Leaders today know that passwords must go.
But, lacking certification to industry standards, many passwordless solutions simply replace one set of vulnerabilities for another.
At 1Kosmos, we solve a simple problem: who is at the other end of digital connections to my network?
Our next-generation approach to multi-factor authentication eliminates passwords, improves security, delivers an amazingly convenient user experience, and deploys in just a few days.
Better yet, it operates under full FIDO2 and NIST 800-63-3 certifications to substantially reduce the risk of data breach and ransomware from credential compromise.
Find out how a user-centric approach to self-service identity proofing drives administrative cost savings, prevents account takeover, and combats transaction fraud.
Password-Based Attacks: Data Breach, Phishing, Ransomware, and More
It seems almost every day our news feed is flooded with reports of ransomware attacks and breaches that lead to millions of dollars in lost revenue and payments to criminals. According to a recent ransomware report by a leading Cyber Insurance broker, the average ransomware payment was $1,450,00 and the average business loss (interruption of business activities) was $5,005,297. We are talking about materially significant impacts here.
A common element underlies these attacks: usernames and passwords.
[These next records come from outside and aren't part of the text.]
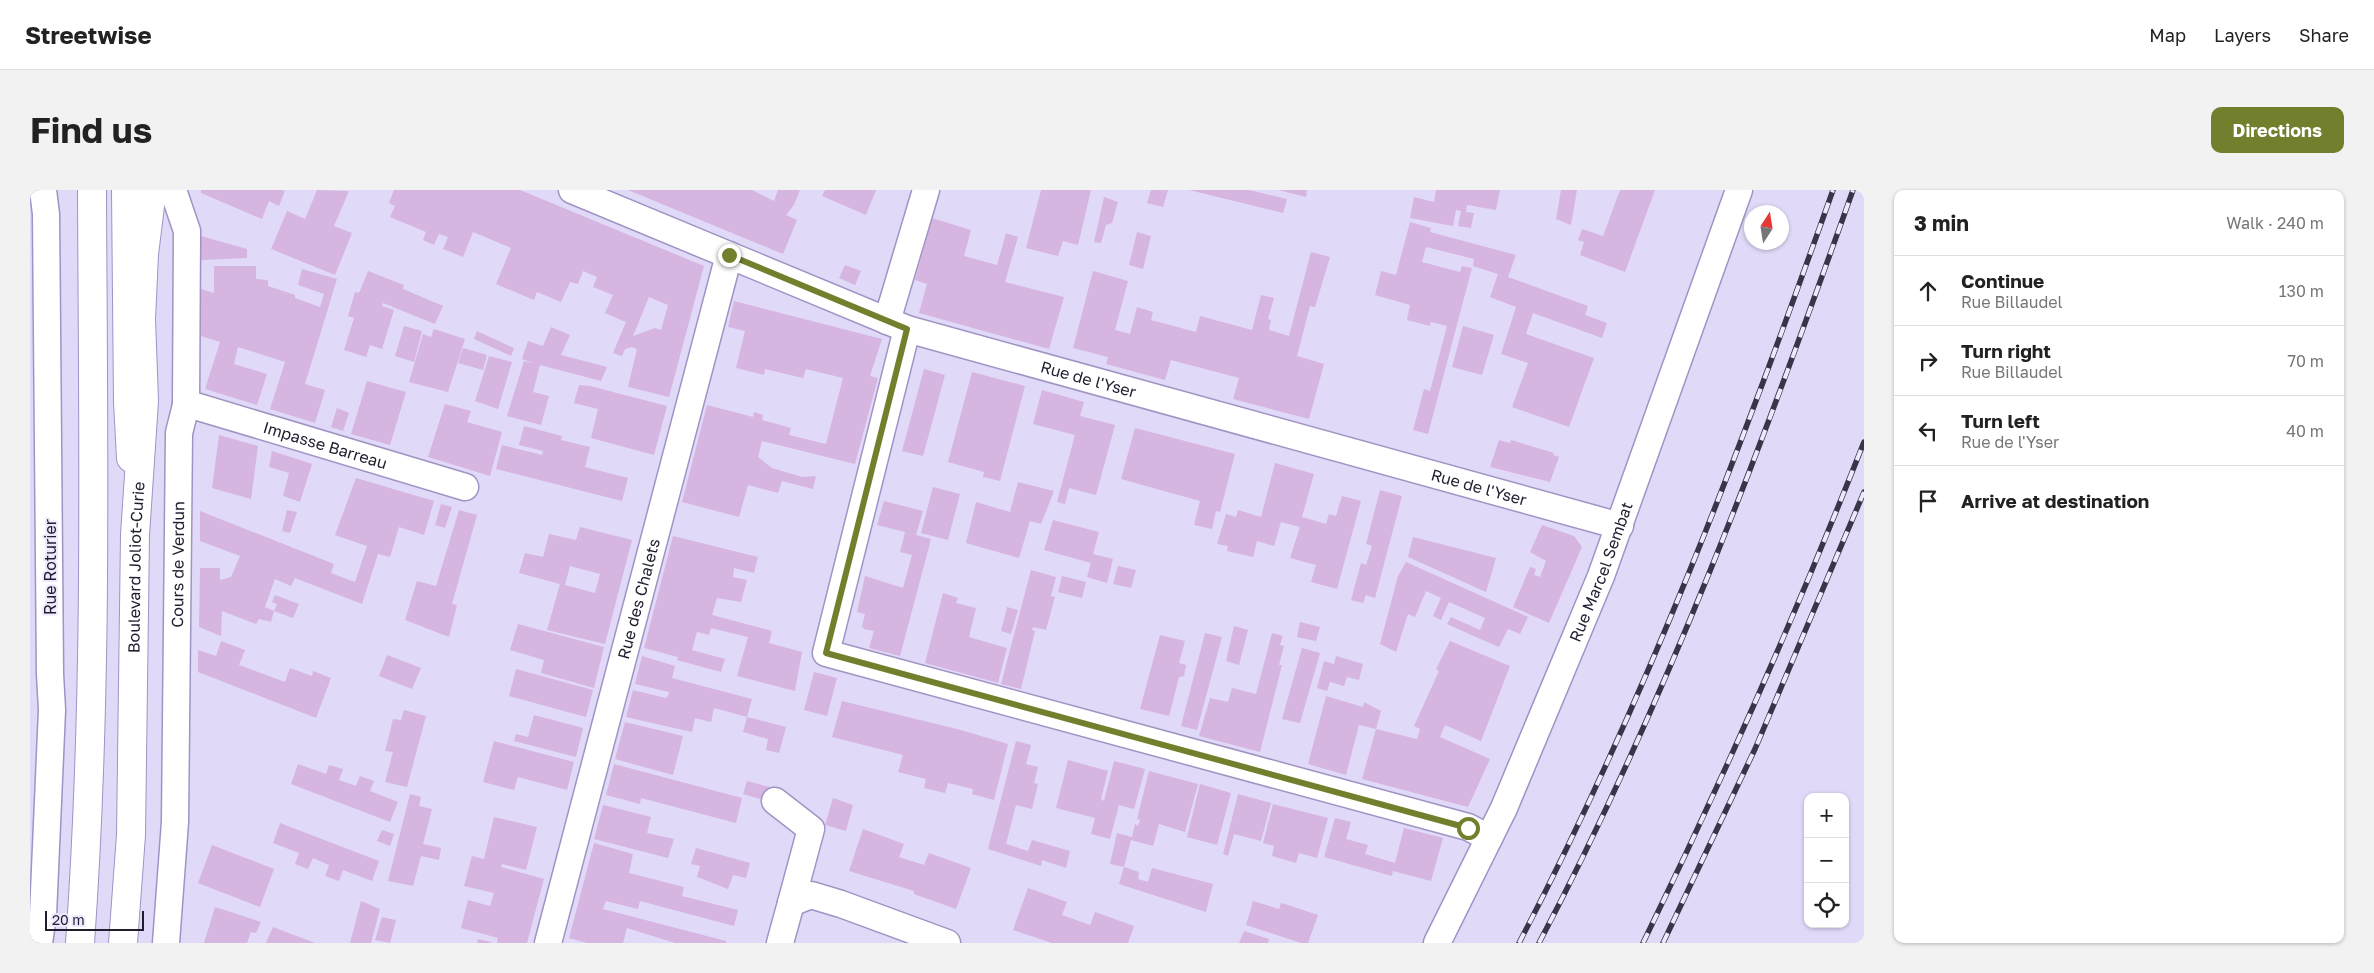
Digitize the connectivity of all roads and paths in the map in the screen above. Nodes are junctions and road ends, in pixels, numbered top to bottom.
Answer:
1 (43, 190) edge
2 (92, 190) edge
3 (126, 190) edge
4 (152, 190) edge
5 (173, 190) edge
6 (572, 190) edge
7 (926, 190) edge
8 (1740, 190) edge
9 (729, 255) junction
10 (897, 325) junction
11 (186, 405) junction
12 (465, 487) dead end
13 (1620, 526) junction
14 (135, 535) junction
15 (40, 674) edge
16 (775, 801) dead end
17 (1489, 838) junction
18 (791, 903) junction
19 (40, 943) edge
20 (80, 943) edge
21 (122, 943) edge
22 (166, 943) edge
23 (548, 943) edge
24 (780, 943) edge
25 (947, 943) edge
26 (1437, 943) edge

1 - 15 street, Rue Roturier
2 - 20 main road
3 - 14 main road, Boulevard Joliot-Curie
4 - 14 main road
5 - 11 street, Cours de Verdun
6 - 9 street, Rue de l'Yser
7 - 10 street
8 - 13 street, Rue Marcel Sembat
9 - 10 street, Rue de l'Yser
9 - 23 street, Rue des Chalets
10 - 13 street, Rue de l'Yser
10 - 17 street
11 - 12 street, Impasse Barreau
11 - 22 street, Cours de Verdun
13 - 17 street, Rue Marcel Sembat
14 - 21 main road, Boulevard Joliot-Curie
15 - 19 street, Rue Roturier
16 - 18 street
17 - 26 street, Rue Marcel Sembat
18 - 24 street
18 - 25 street

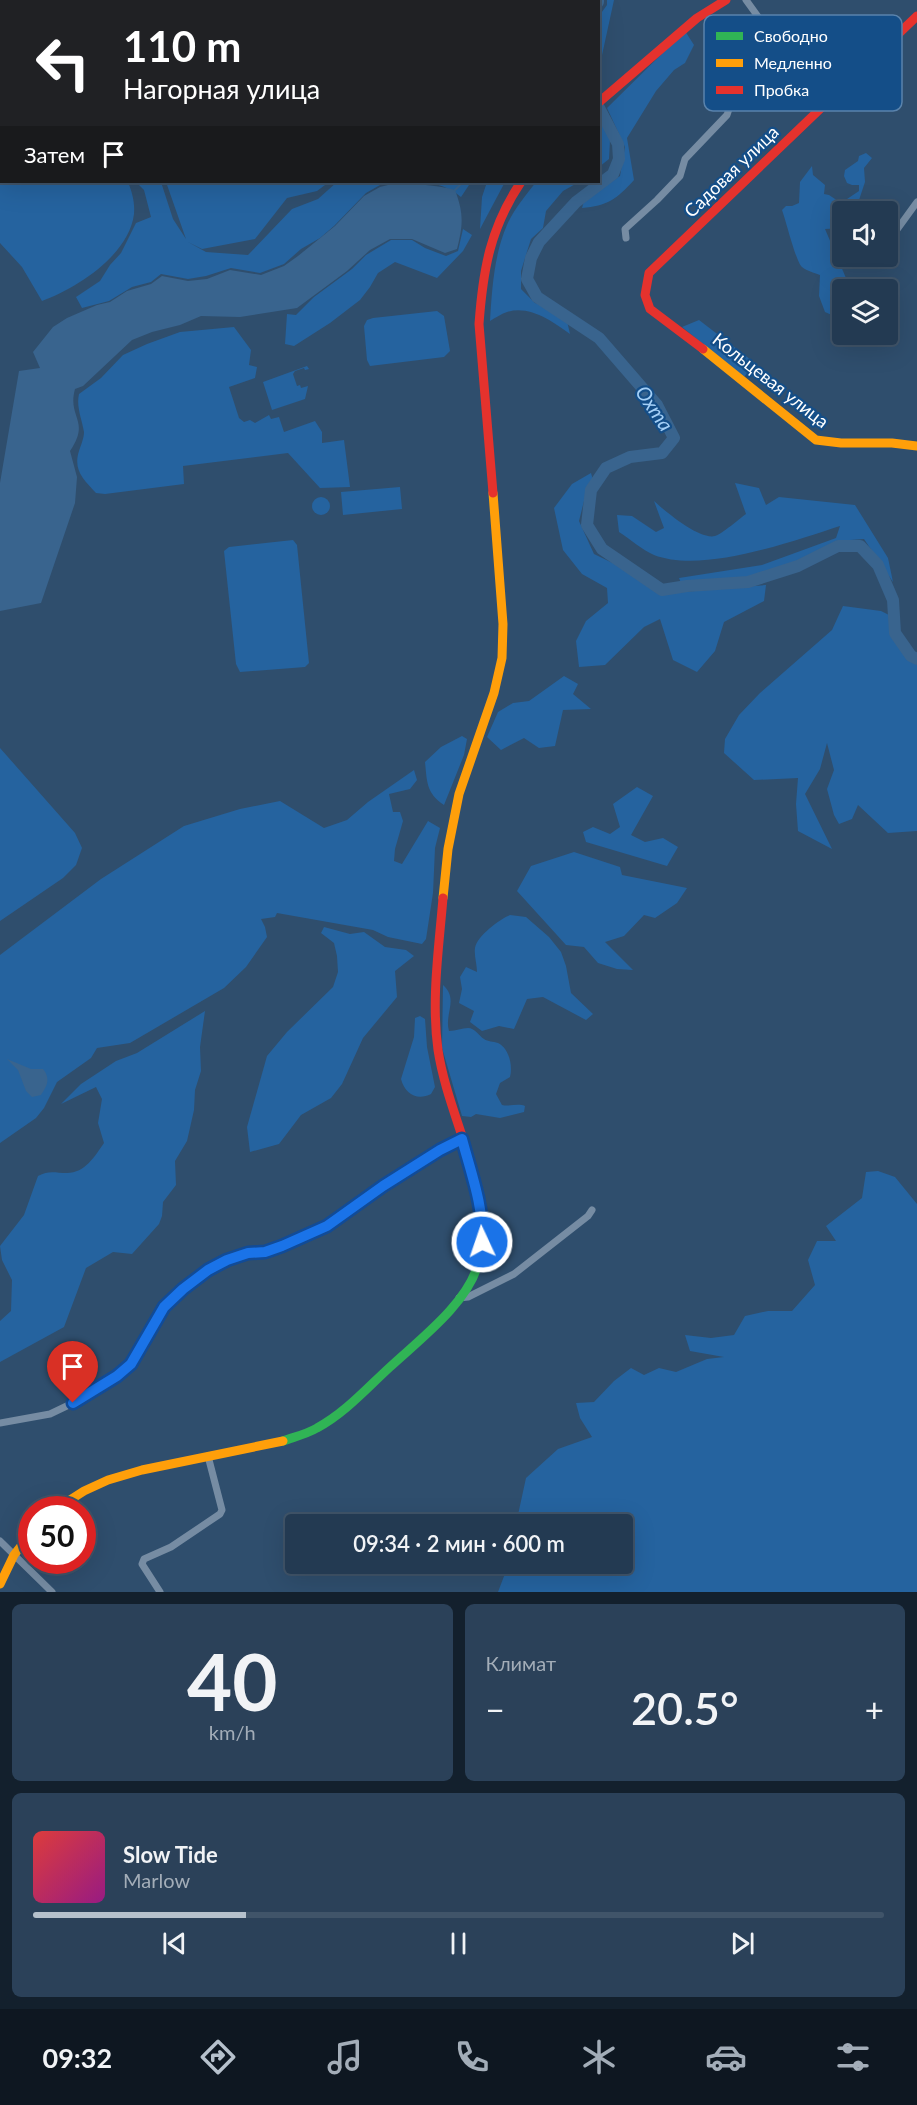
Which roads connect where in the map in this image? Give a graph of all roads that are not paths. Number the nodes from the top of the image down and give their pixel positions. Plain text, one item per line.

Organizations still place the security burden on their employees and customers. The assumption is, they are creating secure credentials and that they are not using them in other
locations. We know now that this is simply not true. To be fair, it is a lot to ask of users (workforce, customers, and citizens) to ensure their passwords are secure. They have too many to remember and
each and every rule governing their credentials is different.
Everyone knows passwords are painful. On the one hand they cause tremendous inconvenience in our personal and business lives, but the problems with passwords go much deeper than a few hours of lost productivity per month.
For starters, those ransomware attacks and breaches are being enabled by this weak form of authentication.
A recent report by Verizon demonstrated that 61% of all data breaches are caused by compromised credentials.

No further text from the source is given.